SHANGHAI, Nov. 21 (SMM) –Chinese stock markets plunged by 2.5% last week. SHFE copper prices fluctuated around RMB 57,000/mt early in the week, but later fell to RMB 54,300/mt after opening low on Friday and closing the week down nearly 7%. Since the Shanghai Futures Exchange (SHFE) raised deposits for copper contracts to ward off huge risks in international markets, the drop in trading volumes was less than in the previous week. The shift of the most actively-traded copper contracts was completed last week.

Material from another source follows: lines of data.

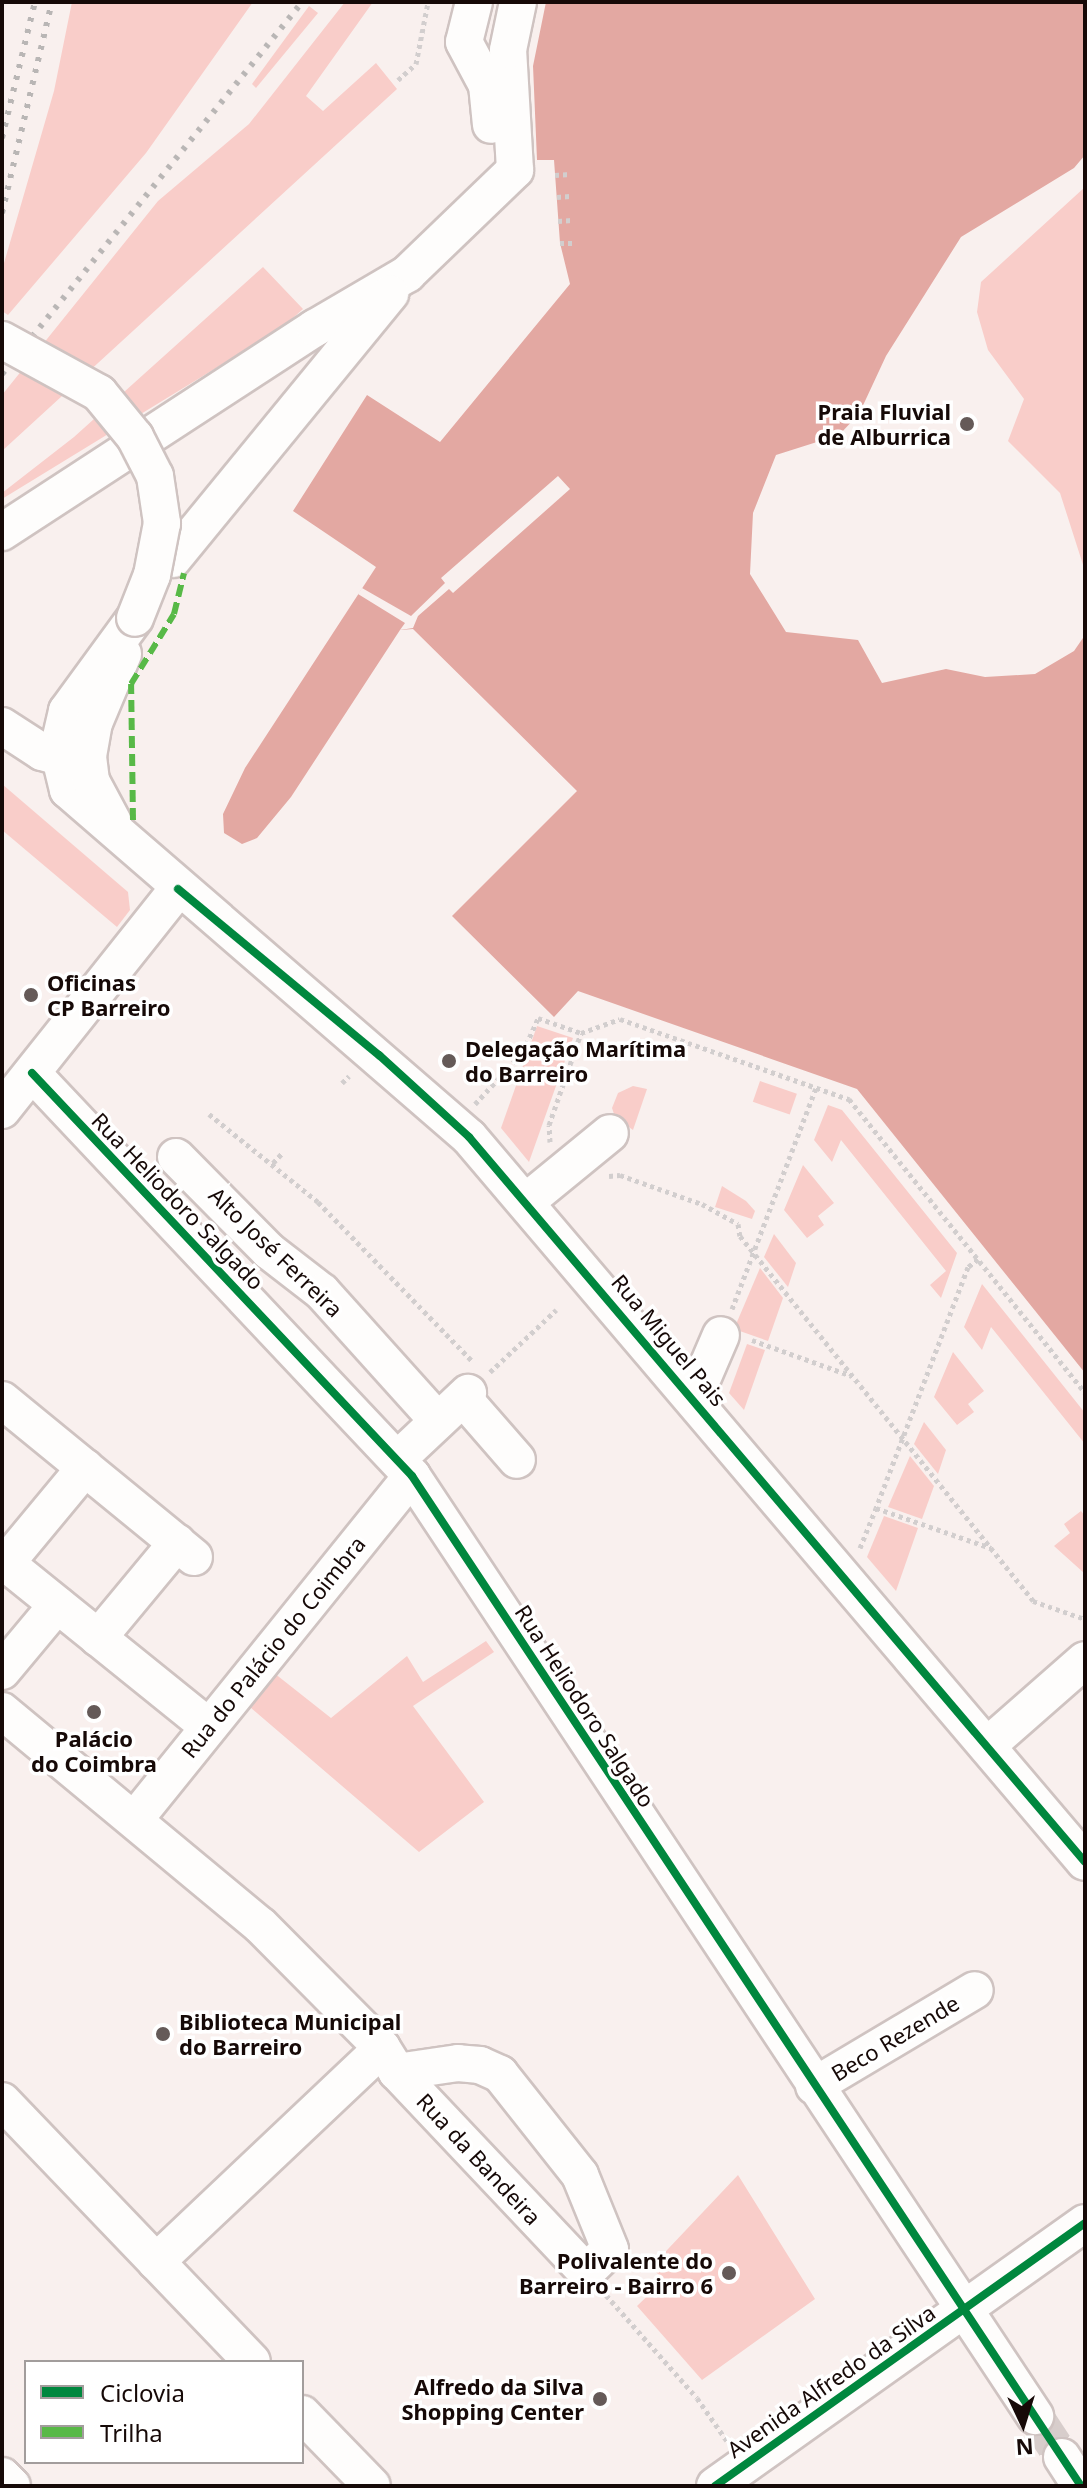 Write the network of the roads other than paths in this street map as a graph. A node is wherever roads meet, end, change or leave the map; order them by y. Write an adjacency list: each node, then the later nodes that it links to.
1 (474, 2): 3 (street)
2 (518, 2): 3 (street)
3 (494, 191): 4 (street)
4 (407, 274): 6 (street); 7 (street)
5 (2, 340): 9 (street, bridge)
6 (2, 532)
7 (173, 559)
8 (2, 726): 9 (street)
9 (73, 761): 10 (street, Rua Miguel Pais)
10 (178, 889): 11 (street); 15 (street, Rua Miguel Pais)
11 (32, 1073): 12 (street); 21 (street, Rua Heliodoro Salgado)
12 (2, 1110)
13 (610, 1133): 15 (street)
14 (176, 1157): 19 (street, Alto José Ferreira)
15 (527, 1201): 17 (street, Rua Miguel Pais)
16 (733, 1328): 17 (street)
17 (689, 1393): 30 (street, Rua Miguel Pais)
18 (2, 1400): 22 (street)
19 (456, 1404): 20 (street, Alto José Ferreira); 21 (street, Rua do Palácio do Coimbra)
20 (517, 1460)
21 (405, 1467): 29 (street, Rua do Palácio do Coimbra); 35 (street, Rua Heliodoro Salgado)
22 (85, 1468): 23 (street); 25 (street)
23 (4, 1562): 24 (street)
24 (57, 1605): 25 (street); 27 (street)
25 (98, 1638): 29 (street)
26 (1085, 1660): 30 (street)
27 (2, 1671)
28 (2, 1711): 31 (street, Rua da Bandeira)
29 (208, 1726): 31 (street, Rua do Palácio do Coimbra)
30 (987, 1746): 32 (street, Rua Miguel Pais)
31 (135, 1819): 34 (street, Rua da Bandeira)
32 (1085, 1862)
33 (975, 1990): 35 (street, Beco Rezende)
34 (389, 2060): 34 (street, Rua da Bandeira); 38 (street)
35 (814, 2086): 39 (street, Rua Heliodoro Salgado)
36 (2, 2101): 38 (street)
37 (1085, 2223): 39 (street, Avenida Alfredo da Silva)
38 (156, 2262): 40 (street)
39 (964, 2309): 42 (street, Rua Heliodoro Salgado); 44 (street, Avenida Alfredo da Silva)
40 (250, 2360)
41 (304, 2416): 46 (street)
42 (1035, 2416)
43 (2, 2476): 45 (street)
44 (729, 2476)
45 (12, 2486)
46 (372, 2486)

Early in the week, spot copper cargo-holders were actively moving goods at high price levels even with discounts of negative RMB 300-200/mt since the price gap between SHFE 1111 and 1112 copper contracts was more than RMB 700/mt. However, copper futures prices continued to fall after SHFE 1202 copper contracts became the most actively-traded copper contract, and cargo-holders became reluctant to sell, causing copper supply to fall and helping spot copper premiums climb to between positive RMB 500-700/mt. Supply of high-quality copper especially fell significantly, expanding its price gap with standard-quality copper. Downstream producers remained cautious, buying on an as-needed basis, while speculative interest weakened due to high copper premiums.
Copper prices will continue to fluctuate widely in the coming week, with LME copper prices expected between USD 7,500-7,700/mt and SHFE copper prices between RMB 55,000-57,000/mt. High copper premiums on domestic markets will continue into the coming week.